TASK INSTRUCTIONS:
Below are the records. Transcribe them exactly.

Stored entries
=-=-=-=-=

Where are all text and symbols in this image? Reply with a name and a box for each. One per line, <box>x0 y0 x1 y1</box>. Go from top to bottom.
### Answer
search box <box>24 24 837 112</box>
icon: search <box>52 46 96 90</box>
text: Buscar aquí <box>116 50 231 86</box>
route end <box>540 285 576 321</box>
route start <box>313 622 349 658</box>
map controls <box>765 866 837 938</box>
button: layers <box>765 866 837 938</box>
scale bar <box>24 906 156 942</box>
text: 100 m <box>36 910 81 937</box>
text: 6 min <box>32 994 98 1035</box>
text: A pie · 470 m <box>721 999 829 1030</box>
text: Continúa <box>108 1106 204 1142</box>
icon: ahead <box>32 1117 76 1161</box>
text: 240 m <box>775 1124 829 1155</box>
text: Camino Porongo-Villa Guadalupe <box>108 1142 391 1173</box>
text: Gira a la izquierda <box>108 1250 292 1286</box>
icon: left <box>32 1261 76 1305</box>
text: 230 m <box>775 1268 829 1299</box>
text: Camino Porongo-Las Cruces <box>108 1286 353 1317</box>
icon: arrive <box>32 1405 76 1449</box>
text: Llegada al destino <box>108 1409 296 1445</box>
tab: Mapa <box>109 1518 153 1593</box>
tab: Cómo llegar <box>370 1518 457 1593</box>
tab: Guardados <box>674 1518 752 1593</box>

=-=-=-=-=

SOLUTION:
Where are all text and symbols in this image? Reply with a name and a box for each. One per line, <box>x0 y0 x1 y1</box>. Go from top to bottom.
### Answer
search box <box>24 24 837 112</box>
icon: search <box>52 46 96 90</box>
text: Buscar aquí <box>116 50 231 86</box>
route end <box>540 285 576 321</box>
route start <box>313 622 349 658</box>
map controls <box>765 866 837 938</box>
button: layers <box>765 866 837 938</box>
scale bar <box>24 906 156 942</box>
text: 100 m <box>36 910 81 937</box>
text: 6 min <box>32 994 98 1035</box>
text: A pie · 470 m <box>721 999 829 1030</box>
text: Continúa <box>108 1106 204 1142</box>
icon: ahead <box>32 1117 76 1161</box>
text: 240 m <box>775 1124 829 1155</box>
text: Camino Porongo-Villa Guadalupe <box>108 1142 391 1173</box>
text: Gira a la izquierda <box>108 1250 292 1286</box>
icon: left <box>32 1261 76 1305</box>
text: 230 m <box>775 1268 829 1299</box>
text: Camino Porongo-Las Cruces <box>108 1286 353 1317</box>
icon: arrive <box>32 1405 76 1449</box>
text: Llegada al destino <box>108 1409 296 1445</box>
tab: Mapa <box>109 1518 153 1593</box>
tab: Cómo llegar <box>370 1518 457 1593</box>
tab: Guardados <box>674 1518 752 1593</box>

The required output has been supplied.